A medio siglo de esos dos días de histórico e inofensivo desmadre rocanrolero, puede verse mejor lo que fue Avándaro y lo que no, la manera como marcó el ulterior desarrollo del rock nacional y las múltiples lecturas que hoy puede suscitar desde las más diversas ópticas. Seguro que a casi tres años del 68 y a unos cuantos meses del jueves de Corpus, el del “halconazo”, algún acelerado agente de los servicios de inteligencia del Estado mexicano imaginó los peores escenarios cuando Peace & Love, liderado por Ricardo Ochoa, empezó a cantar “We got the power”.
No hay condescendencia de mi parte cuando afirmo que las doce bandas que tocaron en el festival –entre ellas El Ritual, Los Dug Dug’s, Tinta Blanca, Three souls in my mind y La División del Norte– daban cuenta de una gran vitalidad en la escena nacional (Distrito Federal, Jalisco, Monterrey, Tijuana, entre otras poblaciones, estados y regiones). Los testimonios visuales y fonográficos que existen confirman un deseo de explorar las corrientes del rock de la época e intentar una propuesta autóctona. Muchos metales, como en las grandes bandas anglosajonas de esos tiempos. Mucha distorsión eléctrica en los requintos. Letras en inglés y los primeros pasos hacia una lírica en castellano, simple, las más de las veces, pero que denotaba ubicación y, sobre todo, afán de conectar con un público en su propia lengua.

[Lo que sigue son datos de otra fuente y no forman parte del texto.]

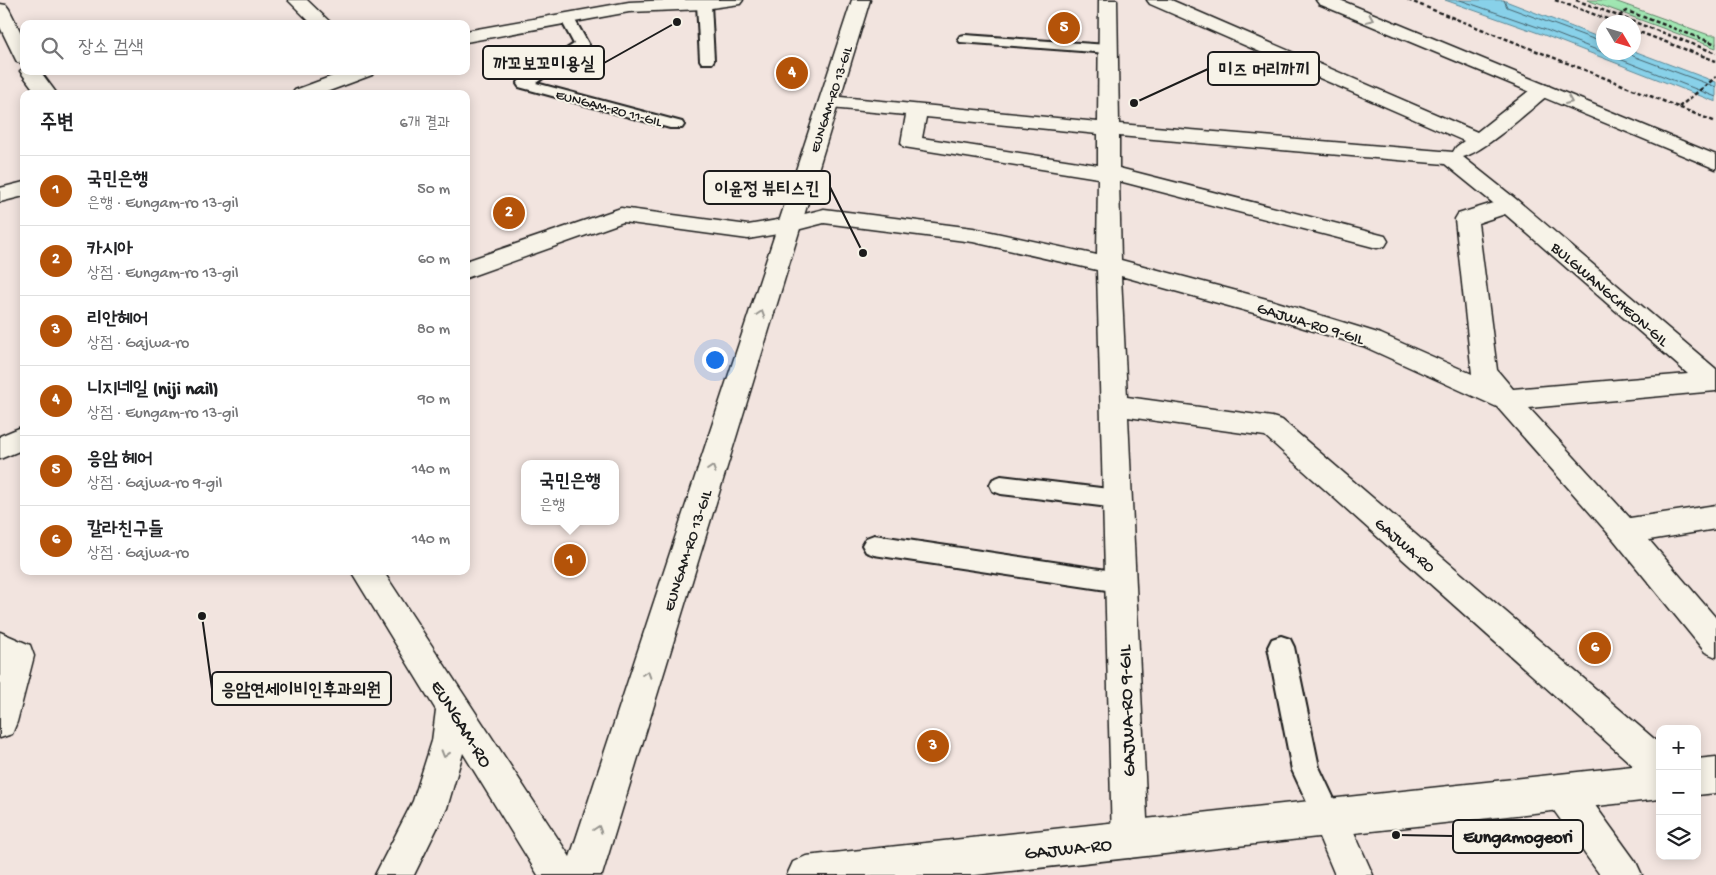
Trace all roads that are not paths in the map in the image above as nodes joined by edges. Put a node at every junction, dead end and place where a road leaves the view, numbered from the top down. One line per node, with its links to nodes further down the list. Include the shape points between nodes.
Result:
1 (297, 0): 11 (street)
2 (734, 0): 8 (street)
3 (860, 0): 22 (street, EUNGAM-RO 13-GIL)
4 (1108, 0): 14 (street, GAJWA-RO 9-GIL)
5 (1156, 0): 26 (street)
6 (1325, 0): 21 (street, one-way to 21)
7 (663, 3): 8 (street); 10 (street)
8 (704, 4): 16 (lane)
9 (0, 10): 15 (street)
10 (567, 18): 12 (street); 24 (lane, EUNGAM-RO 11-GIL, via 582,45 524,84)
11 (318, 20)
12 (470, 36)
13 (965, 39): 14 (lane)
14 (1108, 49): 25 (street, GAJWA-RO 9-GIL)
15 (20, 50)
16 (707, 60)
17 (33, 75): 19 (street)
18 (354, 75): 20 (street)
19 (44, 90)
20 (313, 90)
21 (1542, 90): 26 (street); 28 (street, one-way to 28)
22 (830, 102): 23 (street); 33 (street, EUNGAM-RO 13-GIL)
23 (917, 110): 25 (street); 29 (street, via 912,143)
24 (676, 125)
25 (1108, 129): 27 (street); 29 (street, GAJWA-RO 9-GIL)
26 (1479, 140): 27 (street)
27 (1451, 158): 32 (street, BULGWANGCHEON-GIL)
28 (1716, 163)
29 (1108, 174): 34 (street, via 1127,176); 35 (street, GAJWA-RO 9-GIL)
30 (20, 190): 31 (street)
31 (0, 195)
32 (1510, 206): 37 (street, BULGWANGCHEON-GIL); 38 (street, via 1466,219 1484,372)
33 (789, 225): 35 (street, GAJWA-RO 9-GIL, via 824,216 973,235); 36 (street, via 748,232 621,215); 64 (street, EUNGAM-RO 13-GIL, one-way to 33)
34 (1377, 241)
35 (1109, 265): 38 (street, GAJWA-RO 9-GIL, via 1372,340); 39 (street, GAJWA-RO 9-GIL)
36 (470, 269)
37 (1714, 381): 38 (street, BULGWANGCHEON-GIL)
38 (1506, 400): 45 (street)
39 (1114, 405): 43 (street, GAJWA-RO 9-GIL); 54 (street, GAJWA-RO, via 1272,427)
40 (20, 439): 41 (street)
41 (0, 448)
42 (1001, 485): 43 (lane)
43 (1117, 499): 48 (street, GAJWA-RO 9-GIL)
44 (1716, 517): 45 (street)
45 (1624, 531): 49 (street)
46 (874, 545): 48 (lane)
47 (369, 575): 52 (street, EUNGAM-RO)
48 (1120, 582): 60 (street, GAJWA-RO 9-GIL)
49 (1716, 642)
50 (1281, 646): 59 (lane, via 1306,770)
51 (0, 647): 53 (street, via 18,656)
52 (453, 706): 62 (street, one-way to 62, via 449,741 429,808); 63 (street, EUNGAM-RO)
53 (0, 722)
54 (1656, 763)
55 (1716, 775): 56 (street)
56 (1701, 777)
57 (1656, 782): 58 (street, GAJWA-RO)
58 (1563, 792): 59 (street, GAJWA-RO); 67 (street)
59 (1330, 818): 60 (street, GAJWA-RO); 66 (street)
60 (1130, 840): 61 (street, GAJWA-RO)
61 (907, 869): 65 (street, GAJWA-RO)
62 (394, 875)
63 (560, 875)
64 (583, 875)
65 (806, 875)
66 (1354, 875)
67 (1623, 875)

Apenas y hace falta reiterar que la campaña demonizante hacia Avándaro, su “degenere” y los jipitecas, confinó al rock mexicano a los hoyos fonquis, lo expulsó de las frecuencias radiofónicas y le cerró las puertas de los estudios de grabación. Vinieron lustros de admirable obstinación y necedad rayana en el heroísmo. Guardadas las distancias, en México vivimos años de cerrazón hacia el rock casi similares a los de Europa del Este. Y si no, que lo digan los madreados que solo deseaban escuchar a Johnny Winter en Pachuca, los que sufrieron la cancelación de Black Sabbath en el Nou Camp de León y el Plan de San Luis de SLP, o los que llegaron al Palacio de los Rebotes dispuestos a escuchar a Blue Öyster Cult, y solo encontraron policía montada en los alrededores.

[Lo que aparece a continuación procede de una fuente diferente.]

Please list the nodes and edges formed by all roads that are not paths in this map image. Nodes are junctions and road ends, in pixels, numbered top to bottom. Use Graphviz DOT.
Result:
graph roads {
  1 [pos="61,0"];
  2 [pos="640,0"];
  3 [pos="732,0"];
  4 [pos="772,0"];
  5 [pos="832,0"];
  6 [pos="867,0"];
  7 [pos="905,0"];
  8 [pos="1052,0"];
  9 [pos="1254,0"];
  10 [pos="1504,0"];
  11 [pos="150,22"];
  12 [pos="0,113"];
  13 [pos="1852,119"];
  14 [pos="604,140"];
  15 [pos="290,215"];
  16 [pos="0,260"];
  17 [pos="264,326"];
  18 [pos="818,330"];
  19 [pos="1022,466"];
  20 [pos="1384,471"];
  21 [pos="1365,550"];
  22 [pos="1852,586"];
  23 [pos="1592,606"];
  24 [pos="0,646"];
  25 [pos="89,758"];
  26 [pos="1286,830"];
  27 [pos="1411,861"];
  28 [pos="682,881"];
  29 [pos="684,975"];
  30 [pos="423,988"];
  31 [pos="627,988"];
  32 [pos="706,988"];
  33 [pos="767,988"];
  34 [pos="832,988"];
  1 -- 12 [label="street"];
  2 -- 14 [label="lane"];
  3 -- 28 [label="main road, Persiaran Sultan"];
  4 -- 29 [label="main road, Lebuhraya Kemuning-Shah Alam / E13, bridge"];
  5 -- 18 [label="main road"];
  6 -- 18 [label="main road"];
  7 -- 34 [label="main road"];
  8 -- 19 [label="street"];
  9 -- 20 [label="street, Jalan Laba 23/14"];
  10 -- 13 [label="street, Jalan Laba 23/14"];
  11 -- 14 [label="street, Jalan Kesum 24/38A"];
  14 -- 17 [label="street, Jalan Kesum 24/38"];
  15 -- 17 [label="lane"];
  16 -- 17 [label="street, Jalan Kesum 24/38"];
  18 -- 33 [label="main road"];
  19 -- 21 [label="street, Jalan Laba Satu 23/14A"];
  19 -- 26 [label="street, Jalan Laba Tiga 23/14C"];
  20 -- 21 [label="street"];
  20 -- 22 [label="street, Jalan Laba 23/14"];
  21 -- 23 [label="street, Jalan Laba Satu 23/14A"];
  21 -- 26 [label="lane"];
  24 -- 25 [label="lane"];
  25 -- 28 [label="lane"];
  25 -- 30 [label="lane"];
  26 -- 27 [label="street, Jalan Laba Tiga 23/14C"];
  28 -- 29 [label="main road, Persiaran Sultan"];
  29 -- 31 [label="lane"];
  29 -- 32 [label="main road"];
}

Que nadie vaya a pensar que pretendo hacer la apología del vilipendiado neoliberalismo, pero fue en el sexenio del innombrable Carlos Salinas de Gortari cuando se levantó, con todas las de la ley, la prohibición a los conciertos masivos de rock en México. Se fundó OCESA y años después empezamos a ver festivales como el Vive Latino y el Corona Capital que, así como Avándaro había mirado a Woodstock, observaban a Lollapalooza y Coachella para replicar mejores prácticas y darle al público la oportunidad de escuchar rock varios días, sin acampar, sin lagos para bañarse desnudo, sin enlodarse de más y con bebidas alcohólicas, aguas embotelladas y alimentos con notorio sobreprecio; además, con marcadas divisiones de acuerdo con el poder adquisitivo. Según el sapo es la pedrada, y desde la zona VIP suele verse y escucharse mejor, además de que los sanitarios están más limpios. Qué lejos quedó la fraternidad transclasista de Avándaro.

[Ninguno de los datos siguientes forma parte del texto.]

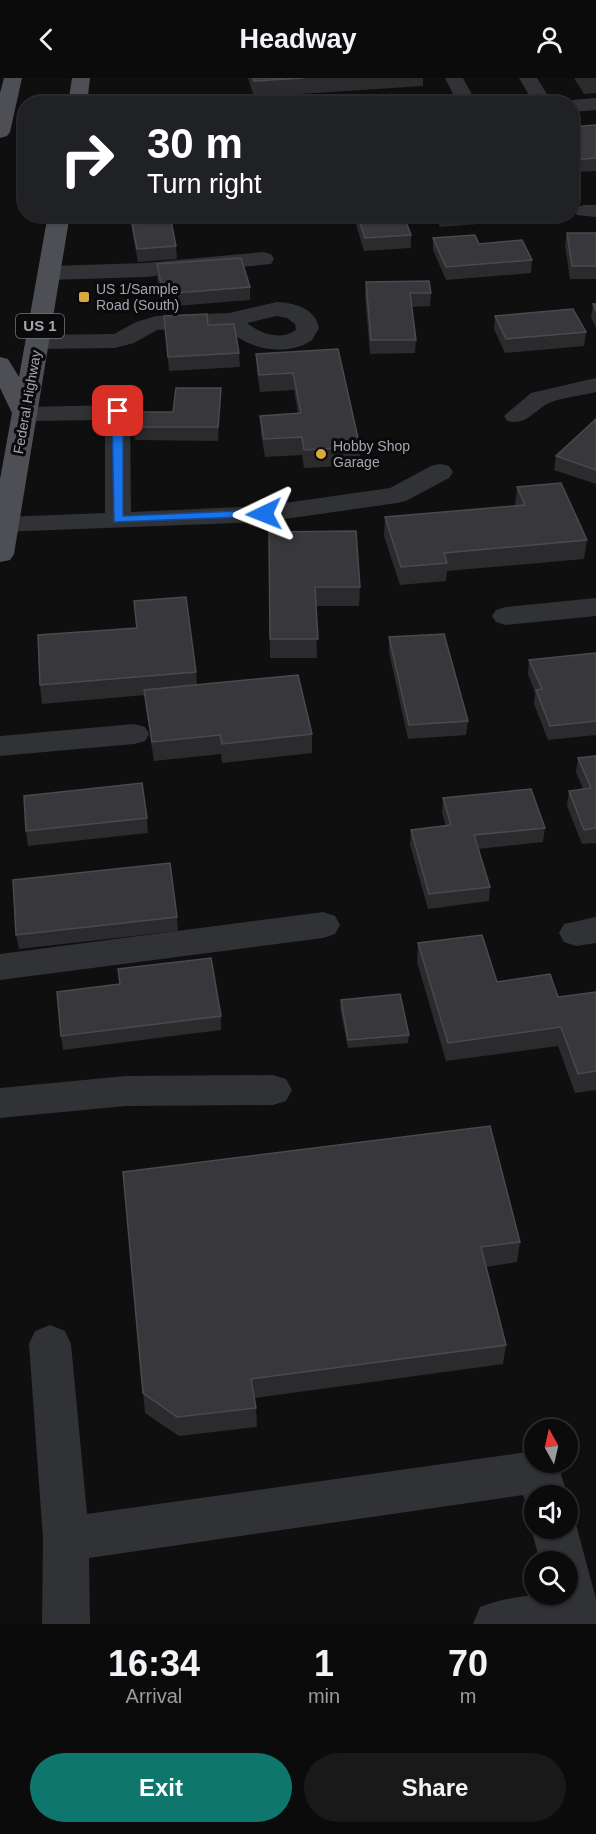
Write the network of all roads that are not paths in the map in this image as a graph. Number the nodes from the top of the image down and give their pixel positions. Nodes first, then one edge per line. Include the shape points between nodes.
1 (13, 78) edge
2 (81, 78) edge
3 (454, 78) edge
4 (528, 78) edge
5 (78, 96) edge
6 (464, 96) edge
7 (539, 96) edge
8 (596, 105) edge
9 (579, 106) edge
10 (0, 132) edge
11 (58, 222) edge
12 (263, 259) dead end
13 (49, 273) junction
14 (232, 320) dead end
15 (37, 342) junction
16 (0, 364) edge
17 (596, 385) edge
18 (25, 414) junction
19 (516, 416) dead end
20 (440, 472) dead end
21 (118, 520) junction
22 (5, 525) junction
23 (0, 554) edge
24 (596, 607) edge
25 (506, 616) dead end
26 (134, 734) dead end
27 (0, 746) edge
28 (323, 925) dead end
29 (0, 967) edge
30 (273, 1090) dead end
31 (0, 1103) edge
32 (50, 1344) dead end
33 (543, 1485) edge
34 (66, 1539) junction
35 (570, 1605) edge
36 (66, 1624) edge
37 (497, 1624) edge

1 - 10 main road
2 - 5 main road
3 - 6 street
4 - 7 street
8 - 9 street
11 - 13 main road, Federal Highway / US 1
12 - 13 street via 145,270
13 - 15 main road, Federal Highway / US 1
14 - 15 street via 156,323 138,328 117,341
15 - 18 main road, Federal Highway / US 1
16 - 18 main road
17 - 19 street via 540,398
18 - 21 street via 118,411
18 - 22 main road, Federal Highway / US 1
20 - 21 street via 397,495 264,514
21 - 22 street
22 - 23 main road, Federal Highway / US 1
24 - 25 street
26 - 27 street
28 - 29 street
30 - 31 street via 126,1091
32 - 34 street
33 - 34 street via 539,1472
34 - 36 street
35 - 37 street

CIE, corporación propietaria de OCESA, hoy en día es un gigante, como Live Nation en Estados Unidos, y organiza los grandes festivales ya mencionados, además del Domination y los del occidente y el norte del país: Machaca Fest, Tecate Pa’l Norte y Tecate Península. Pero hay pastel suficiente para otros festivales, como el NRML, Ceremonia, Hipnosis y Marvin, que han llegado para diversificar la oferta en la materia. Los chavos se congregan, escuchan variopintas propuestas musicales, consumen y se administran lo que les viene en gana, hacen con su cuerpo lo que quieren, y ya no hacen berrinche el Estado ni los intelectuales de avanzada.
Muchas bandas de los 70 aventaron la toalla. En los 80, el “Rock en tu idioma” halló oportunidades de negocio; luego la camada de La Maldita Vecindad y los Hijos del Quinto Patio, Caifanes, Café Tacvba, Santa Sabina y La Lupita, entre otros, confirmó que había talento, imaginación, inquietud y legítimas ganas de hacerla.
No me atrevería a decir que a medio siglo de Avándaro vivimos el mejor momento para el rock mexicano, porque la infraestructura de antros y foros no es la que merece una corriente que ha mostrado obstinación y resiliencia. Muchos espacios han cerrado y otros sobreviven casi de milagro.
Y si internet y las redes sociales mataron a la estrella de radio, habrá que ver de qué manera se construyen hoy en día las carreras profesionales de los grupos mexicanos que aún quieren seguir bregando bajo el membrete del rock.
Dirán que soy optimista, pero sé que no soy el único: a la vuelta de las décadas se puede decir con cada una de sus letras que el PRI y Luis Echeverría Álvarez no lograron asesinar al rock mexicano. Lo arrinconaron unos años; y otro tanto se hizo en el lopezportillato y con Miguel De la Madrid.
Soy de una generación –tenía siete años de edad cuando se realizó el Festival de Avándaro– que creció sintiendo que el rock era algo prohibido en México. Ya era un adulto joven cuando empezaron a venir grupos extranjeros de rock a México. Quizás por eso soy y seré festivalero mientras mi cuerpo aguante. Aunque Monsi regrese de entre los muertos y me jale los pies, parafrasearé a mi manera a los Beastie Boys: luchamos por nuestro derecho al rock y a la fiesta. Y ganamos.
Ernesto Flores Vega (Huichapan, Hgo., 1964) es un melómano ecléctico. Ha ejercido el periodismo y la comunicación corporativa.